**Exercise brief:** Below are some records; state how many of their lines contain the word "Uličkách", and add nothing.
┌─ Supplied records
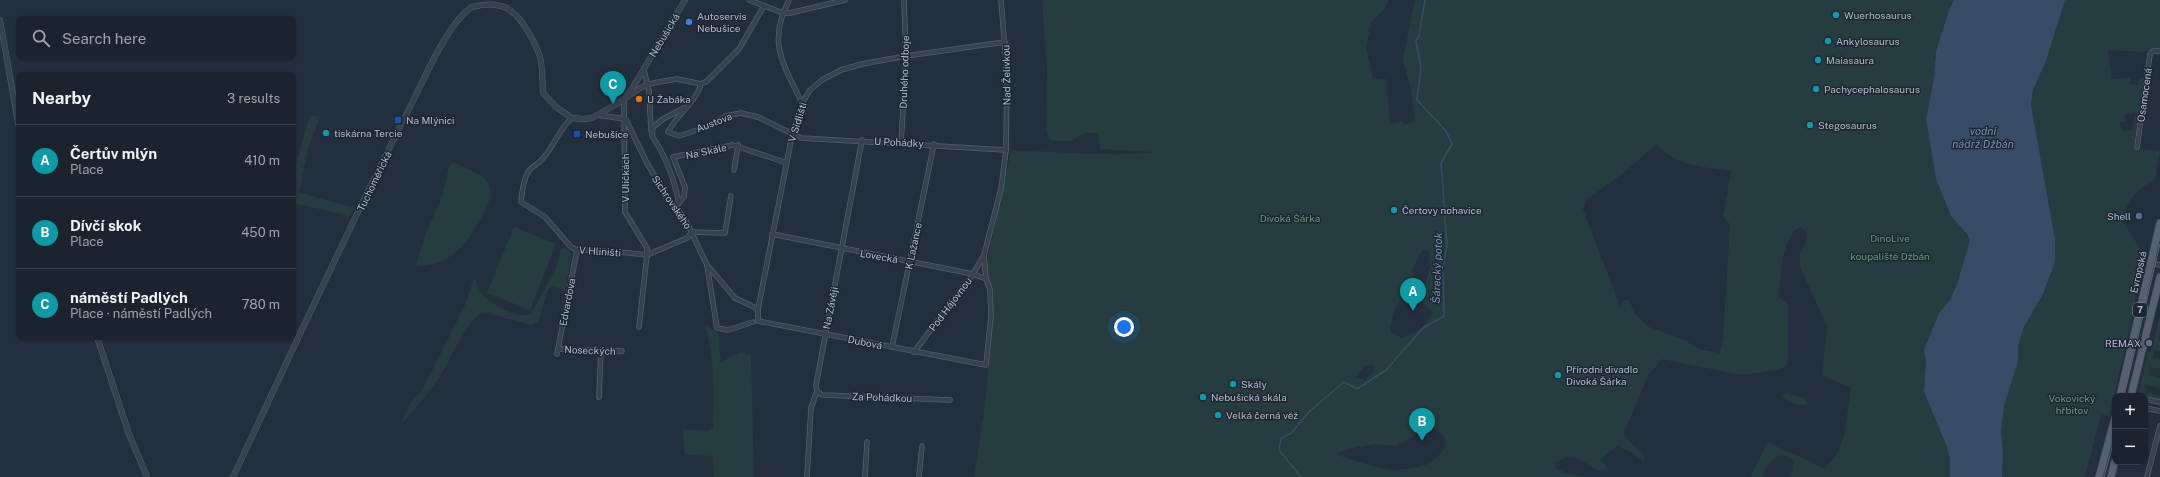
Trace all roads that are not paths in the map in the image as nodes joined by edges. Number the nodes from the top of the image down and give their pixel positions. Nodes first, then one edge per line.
1 (685, 0) edge
2 (749, 0) edge
3 (789, 0) edge
4 (845, 0) edge
5 (904, 0) edge
6 (1001, 0) edge
7 (764, 6) junction
8 (783, 13) junction
9 (0, 20) edge
10 (1006, 42) junction
11 (2160, 51) edge
12 (906, 56) junction
13 (644, 70) junction
14 (701, 84) junction
15 (647, 86) junction
16 (624, 99) junction
17 (802, 103) junction
18 (686, 107) junction
19 (16, 111) edge
20 (598, 115) junction
21 (572, 118) junction
22 (625, 119) junction
23 (793, 135) junction
24 (652, 136) junction
25 (862, 140) junction
26 (901, 144) junction
27 (934, 144) junction
28 (738, 145) junction
29 (2137, 147) dead end
30 (1006, 150) junction
31 (787, 163) junction
32 (734, 170) dead end
33 (731, 196) dead end
34 (677, 205) junction
35 (2160, 223) edge
36 (692, 232) junction
37 (772, 234) junction
38 (577, 250) junction
39 (842, 250) junction
40 (647, 255) junction
41 (984, 255) junction
42 (910, 262) junction
43 (2151, 263) junction
44 (706, 265) junction
45 (2160, 265) edge
46 (973, 274) junction
47 (2160, 277) edge
48 (986, 279) junction
49 (758, 309) junction
50 (752, 322) dead end
51 (639, 327) dead end
52 (825, 335) junction
53 (98, 340) edge
54 (892, 347) junction
55 (558, 349) junction
56 (601, 350) junction
57 (622, 351) dead end
58 (914, 352) junction
59 (557, 354) dead end
60 (986, 365) joint
61 (817, 391) junction
62 (2121, 393) edge
63 (2133, 393) edge
64 (599, 397) dead end
65 (950, 400) dead end
66 (2148, 400) edge
67 (2160, 402) edge
68 (2148, 409) edge
69 (2160, 412) edge
70 (2160, 426) edge
71 (2112, 429) edge
72 (868, 442) dead end
73 (922, 446) dead end
74 (2114, 465) edge
75 (147, 477) edge
76 (233, 477) edge
77 (807, 477) edge
78 (865, 477) edge
79 (919, 477) edge
80 (2099, 477) edge
81 (2111, 477) edge
82 (2148, 477) edge

1 - 13 street, Nebušická
2 - 7 street
3 - 8 street
4 - 8 street
5 - 12 street, Druhého odboje
6 - 10 street, Nad Želivkou
7 - 8 street
7 - 14 street
8 - 17 street
9 - 19 street
10 - 12 street, V Sídlišti
10 - 30 street, Nad Želivkou
11 - 29 street, Osamocená
12 - 17 street, V Sídlišti
12 - 26 street, Druhého odboje
13 - 15 street
13 - 16 street, Nebušická
14 - 15 street
14 - 18 street, Austova
15 - 16 street
15 - 24 street
16 - 20 street
16 - 22 street, V Uličkách
17 - 23 street, V Sídlišti
18 - 23 street, Austova
18 - 24 street
20 - 21 street
20 - 22 street
21 - 38 street, V Hliništi
21 - 76 street, Tuchoměřická
22 - 34 street, Sichrovského
22 - 40 street, V Uličkách
23 - 25 street, U Pohádky
23 - 31 street, V Sídlišti
24 - 34 street
25 - 26 street, U Pohádky
25 - 39 street, Na Závěji
26 - 27 street, U Pohádky
27 - 30 street, U Pohádky
27 - 42 street, K Lažance
28 - 31 street, Na Skále
28 - 32 street, Na Skále
28 - 34 street, Na Skále
30 - 41 street, Pod Hájovnou
31 - 37 street, V Sídlišti
33 - 36 street
34 - 36 street, Sichrovského
35 - 43 main road, Evropská / 7
36 - 40 street, V Hliništi
36 - 44 street, Sichrovského
37 - 39 street, Lovecká
37 - 49 street, V Sídlišti
38 - 40 street, V Hliništi
38 - 55 street, Edvardova
39 - 42 street, Lovecká
39 - 52 street, Na Závěji
40 - 51 street, V Uličkách
41 - 46 street, Pod Hájovnou
41 - 48 street, Pod Hájovnou
42 - 46 street, Lovecká
42 - 54 street, K Lažance
43 - 45 street
43 - 62 main road, Evropská / 7
44 - 49 street, Sichrovského
44 - 50 street, Sichrovského
46 - 48 street, Lovecká
46 - 58 street, Pod Hájovnou
47 - 63 main road, 7
48 - 60 street, Pod Hájovnou
49 - 52 street, Dubová
52 - 54 street, Dubová
52 - 61 street, Na Závěji
53 - 75 street
54 - 58 street, Dubová
55 - 56 street, Noseckých
55 - 59 street, Edvardova
56 - 57 street, Noseckých
56 - 64 street
58 - 60 street, Dubová
61 - 65 street, Za Pohádkou
61 - 77 street, Na Závěji
66 - 67 street
68 - 69 street
70 - 82 street
71 - 80 main road
72 - 78 street
73 - 79 street
74 - 81 main road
└─
**Expected answer:** 3